- _What is expected_
Within the entries below, find the portion that opens with the line containing "ring mcp: (211, 170)" and closes with the line containing "pinky tip: (378, 180)". Retype that portion exactly and only.

- _Source information_
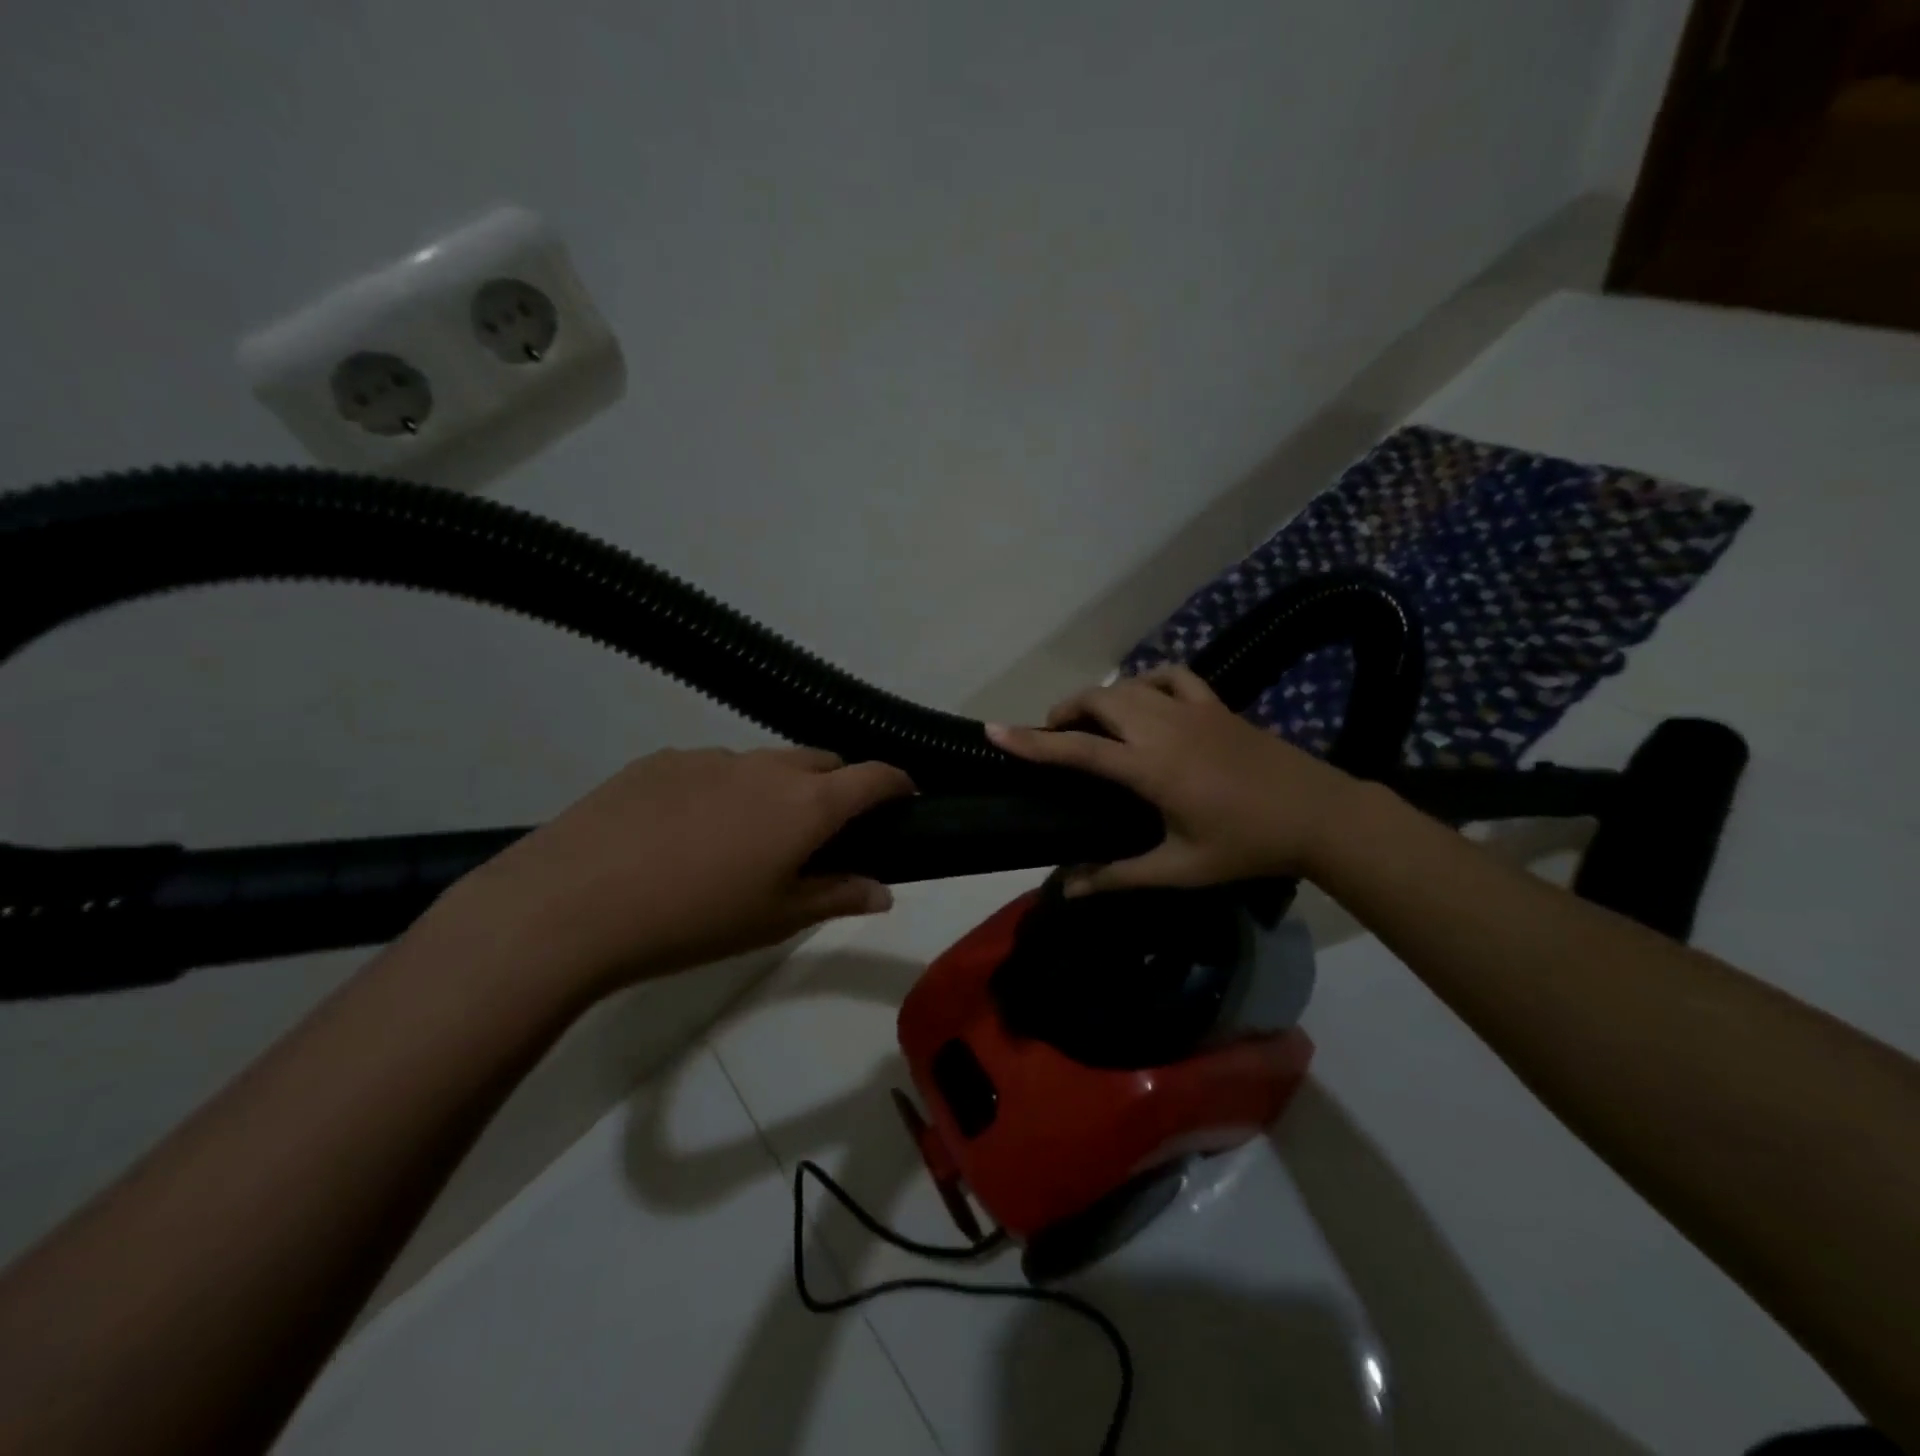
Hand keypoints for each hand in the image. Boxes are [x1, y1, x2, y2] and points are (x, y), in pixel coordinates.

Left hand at [435, 747, 913, 998]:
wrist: (573, 903)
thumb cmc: (694, 921)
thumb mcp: (776, 919)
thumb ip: (838, 896)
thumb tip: (884, 891)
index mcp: (805, 803)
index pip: (873, 776)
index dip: (898, 783)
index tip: (905, 798)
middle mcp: (766, 766)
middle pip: (821, 761)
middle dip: (837, 786)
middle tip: (822, 830)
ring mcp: (710, 757)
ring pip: (765, 764)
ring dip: (776, 789)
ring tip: (744, 839)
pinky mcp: (661, 760)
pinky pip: (713, 769)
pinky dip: (723, 790)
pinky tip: (685, 833)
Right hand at [987, 665, 1362, 893]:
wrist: (1318, 814)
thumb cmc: (1245, 846)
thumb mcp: (1180, 868)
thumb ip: (1119, 875)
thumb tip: (1069, 889)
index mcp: (1150, 768)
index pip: (1077, 749)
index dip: (1031, 742)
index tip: (995, 731)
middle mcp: (1163, 728)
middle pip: (1098, 702)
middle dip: (1064, 712)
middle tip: (1053, 737)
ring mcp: (1192, 709)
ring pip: (1129, 685)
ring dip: (1100, 697)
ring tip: (1090, 721)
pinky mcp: (1216, 703)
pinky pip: (1172, 675)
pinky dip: (1146, 680)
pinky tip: (1143, 697)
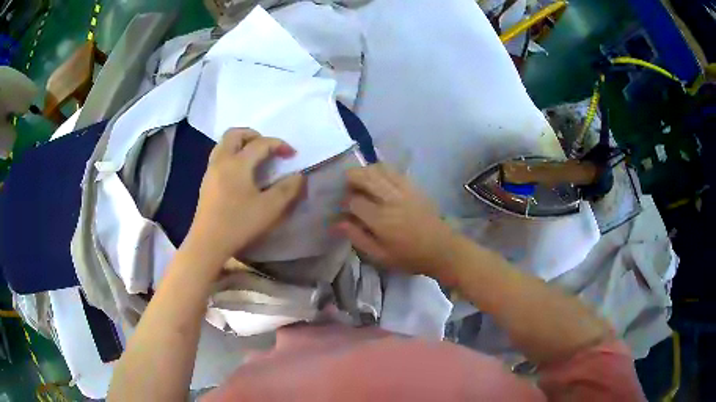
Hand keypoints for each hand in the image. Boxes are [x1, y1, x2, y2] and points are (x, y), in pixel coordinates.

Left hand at [186, 128, 304, 262]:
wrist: (208, 242)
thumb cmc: (239, 223)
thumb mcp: (270, 208)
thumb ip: (288, 189)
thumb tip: (298, 176)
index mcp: (238, 163)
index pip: (261, 143)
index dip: (279, 144)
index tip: (292, 155)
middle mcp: (222, 160)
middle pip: (235, 134)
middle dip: (254, 135)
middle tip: (268, 148)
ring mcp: (211, 170)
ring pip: (224, 144)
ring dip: (241, 143)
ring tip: (254, 157)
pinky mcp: (206, 182)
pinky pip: (219, 156)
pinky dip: (232, 154)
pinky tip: (241, 172)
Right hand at [333, 164, 458, 280]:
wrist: (441, 249)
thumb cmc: (409, 257)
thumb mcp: (380, 255)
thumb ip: (357, 237)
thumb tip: (337, 223)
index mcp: (381, 220)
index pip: (353, 201)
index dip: (344, 203)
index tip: (343, 209)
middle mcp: (391, 200)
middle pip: (364, 176)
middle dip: (350, 178)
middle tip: (347, 188)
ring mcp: (404, 190)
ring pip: (379, 169)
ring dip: (365, 171)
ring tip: (361, 182)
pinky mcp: (414, 186)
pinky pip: (394, 171)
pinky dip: (381, 170)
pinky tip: (378, 180)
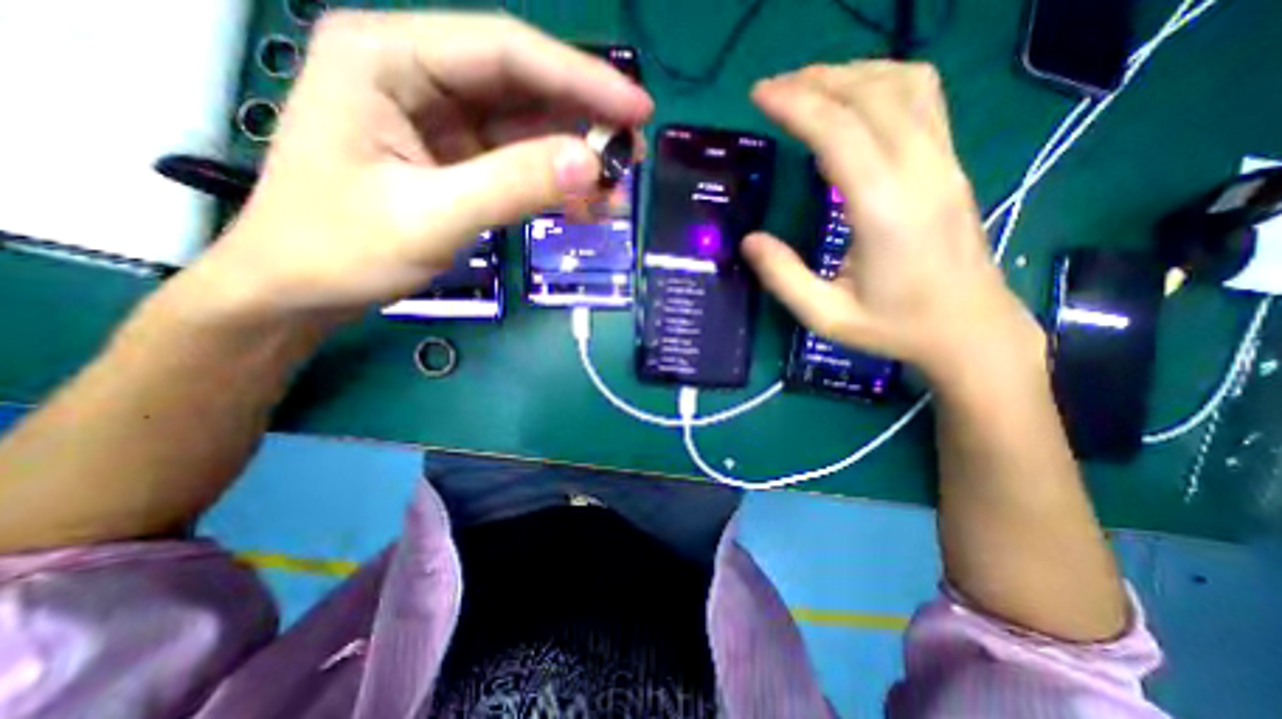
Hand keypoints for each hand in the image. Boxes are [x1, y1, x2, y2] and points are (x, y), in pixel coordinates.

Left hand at [189, 10, 650, 322]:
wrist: (301, 289)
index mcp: (390, 58)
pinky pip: (519, 164)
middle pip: (524, 88)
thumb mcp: (429, 217)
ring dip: (575, 158)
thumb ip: (512, 186)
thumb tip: (591, 166)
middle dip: (584, 121)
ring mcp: (442, 122)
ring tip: (618, 188)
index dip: (581, 79)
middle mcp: (419, 76)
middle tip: (633, 154)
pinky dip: (555, 184)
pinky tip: (587, 206)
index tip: (638, 109)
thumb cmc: (342, 248)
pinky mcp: (459, 161)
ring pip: (528, 129)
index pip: (507, 52)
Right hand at [743, 61, 1038, 388]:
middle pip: (869, 95)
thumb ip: (784, 278)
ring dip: (850, 74)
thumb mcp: (826, 316)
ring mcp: (944, 161)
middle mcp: (919, 171)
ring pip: (903, 84)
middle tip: (772, 89)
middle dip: (815, 81)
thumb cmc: (894, 327)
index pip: (839, 132)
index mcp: (883, 209)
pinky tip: (857, 96)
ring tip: (808, 86)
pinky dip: (883, 81)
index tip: (759, 96)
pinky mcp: (951, 163)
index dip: (796, 105)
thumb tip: (748, 240)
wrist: (970, 329)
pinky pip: (924, 98)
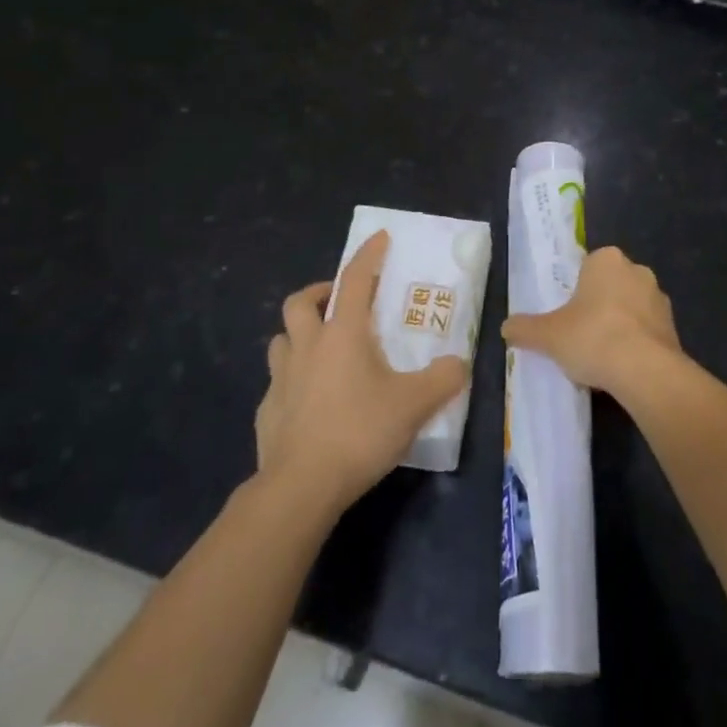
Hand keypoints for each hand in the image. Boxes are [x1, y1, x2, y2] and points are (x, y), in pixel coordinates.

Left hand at [254, 230, 468, 512]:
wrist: (300, 488)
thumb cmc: (358, 433)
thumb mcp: (414, 405)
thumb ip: (443, 379)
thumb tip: (459, 364)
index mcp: (342, 335)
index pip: (354, 280)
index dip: (367, 255)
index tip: (378, 238)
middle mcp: (307, 347)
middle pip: (300, 302)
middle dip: (319, 292)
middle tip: (338, 301)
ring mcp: (281, 380)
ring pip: (282, 340)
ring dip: (300, 335)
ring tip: (321, 349)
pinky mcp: (267, 412)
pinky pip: (278, 383)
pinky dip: (293, 380)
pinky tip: (309, 401)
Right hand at [502, 245, 681, 397]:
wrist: (645, 370)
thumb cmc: (592, 337)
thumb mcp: (548, 335)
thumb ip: (525, 329)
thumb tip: (506, 328)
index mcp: (607, 259)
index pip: (588, 267)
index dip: (577, 291)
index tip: (568, 315)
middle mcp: (637, 270)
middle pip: (611, 285)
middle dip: (600, 306)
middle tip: (581, 335)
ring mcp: (659, 298)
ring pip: (632, 308)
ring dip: (621, 325)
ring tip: (602, 357)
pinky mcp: (674, 327)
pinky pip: (648, 331)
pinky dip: (637, 344)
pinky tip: (623, 368)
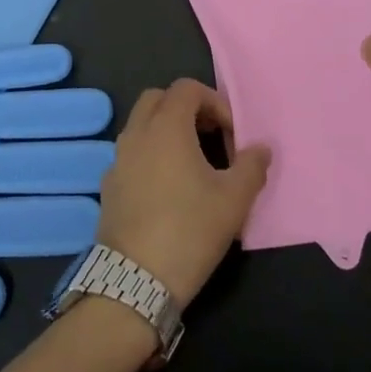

- _Written response_
ring mcp: (211, 170)
ring pip: (224, 144)
ring dip: (241, 143)
ring tip: (254, 157)
pinky mcp: (206, 182)
pinky pip: (219, 156)
pinky dip: (232, 154)
pinky tip: (241, 172)
Right hand at [333, 164, 458, 280]:
wrist: (441, 249)
thumb cmc: (409, 257)
thumb mcp: (380, 255)
thumb ip: (357, 237)
thumb tip: (337, 223)
index mcp: (381, 220)
index pip: (353, 201)
index dip: (344, 203)
index tip: (343, 209)
middle mcp: (391, 200)
middle pip: (364, 176)
middle dip: (350, 178)
middle tip: (347, 188)
ring mcp: (404, 190)
ring pip: (379, 169)
ring dip: (365, 171)
ring tip: (361, 182)
pinky mcp: (414, 186)
pinky pip: (394, 171)
pinky dip: (381, 170)
pinky tip: (378, 180)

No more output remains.